Archive for February, 2012
To all my readers happy Valentine’s month! This is the month of celebrating friendship and love. Since we celebrate with delicious chocolate, plenty of candy and pink and red hearts, I am dedicating this blog to the heart. Kids’ hearts that is!
The heart is an amazing muscle which pumps approximately 1.3 gallons per minute or 1872 gallons of blood in 24 hours! The heart starts beating at approximately the 6th week of gestation. For the pregnant mommies who want to ensure a healthy cardiovascular start for the baby, make sure you are eating a good healthy diet especially rich in folic acid and take your prenatal vitamins as recommended. All the major organs are formed by the first trimester. Always check with your doctor if taking any medications as some medications can cause birth defects and affect the development of the cardiovascular system which includes heart and vessels. If there is a family history of heart defects or unusual heart rhythms especially in first degree relatives like siblings or parents you need to tell your obstetrician as soon as possible. Usually a specialist called a perinatologist can do a very advance level 2 ultrasound which may be able to detect major heart structural abnormalities.
The American Academy of Pediatrics is now recommending heart screening for all newborns by doing a very simple test called pulse oxymetry. This consists in putting a small probe on the baby’s finger and matching the heart rate with oxygenation at room air. If there are any discrepancies further testing will be ordered. Since this is just a recommendation most hospitals are just starting to adopt it as a policy in most newborn nurseries. You can ask your pediatrician and request this very simple test.

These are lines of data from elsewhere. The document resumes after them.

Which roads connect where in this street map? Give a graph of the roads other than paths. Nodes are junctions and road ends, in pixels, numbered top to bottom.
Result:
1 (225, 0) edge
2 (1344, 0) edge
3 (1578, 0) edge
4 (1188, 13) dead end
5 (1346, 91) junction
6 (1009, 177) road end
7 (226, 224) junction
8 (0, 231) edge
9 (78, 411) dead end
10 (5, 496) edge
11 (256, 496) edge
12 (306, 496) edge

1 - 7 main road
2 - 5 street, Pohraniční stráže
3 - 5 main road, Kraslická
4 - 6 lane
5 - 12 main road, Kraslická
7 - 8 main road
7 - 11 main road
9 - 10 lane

Heart murmurs are a very common finding in perfectly healthy newborns and children. If any heart murmur is detected at birth it needs to be followed by the pediatrician who then will refer to the pediatric cardiologist or may order an ultrasound of the heart. A heart murmur is the sound of blood going through the different structures of the heart. If there is a structural abnormality the sound deviates from the usual sound that we appreciate with the stethoscope. In newborns and older children the majority of the murmurs are innocent but they always need to be investigated. If an infant is not gaining appropriate weight or he/she is having major difficulties feeding always asks your doctor as this can be a sign of heart trouble.
In school age children and adolescents signs and symptoms of heart disease are exercise intolerance, with extreme fatigue, weakness, almost passing out with or without exercise and syncope. Abnormal heart beats very rapid, skip beats or irregular heartbeats should always be investigated with the pediatrician and even may require a cardiology referral. For athletes with any of these symptoms competitive sports should be put on hold until cleared by a cardiologist and although not a universal requirement I would even recommend a screening EKG for any child playing competitive sports at the varsity level in high school and planning to play in college. Chest pain very rarely is related to heart problems more commonly maybe a sign of respiratory or musculoskeletal issues.
Childhood obesity increases the risk for early cardiovascular disease. We are starting to see many obese children with high cholesterol, high triglycerides, high blood pressure and diabetes.
For a healthy heart a well balanced diet, consisting of fruits and vegetables, lean meats, grains and legumes is essential. Avoid processed sugars, foods that come prepackaged with high levels of sodium, and preservatives, juices that are bottled or come in boxes, and sodas. A good diet, daily exercise and a good dose of laughter are the secrets for a healthy heart.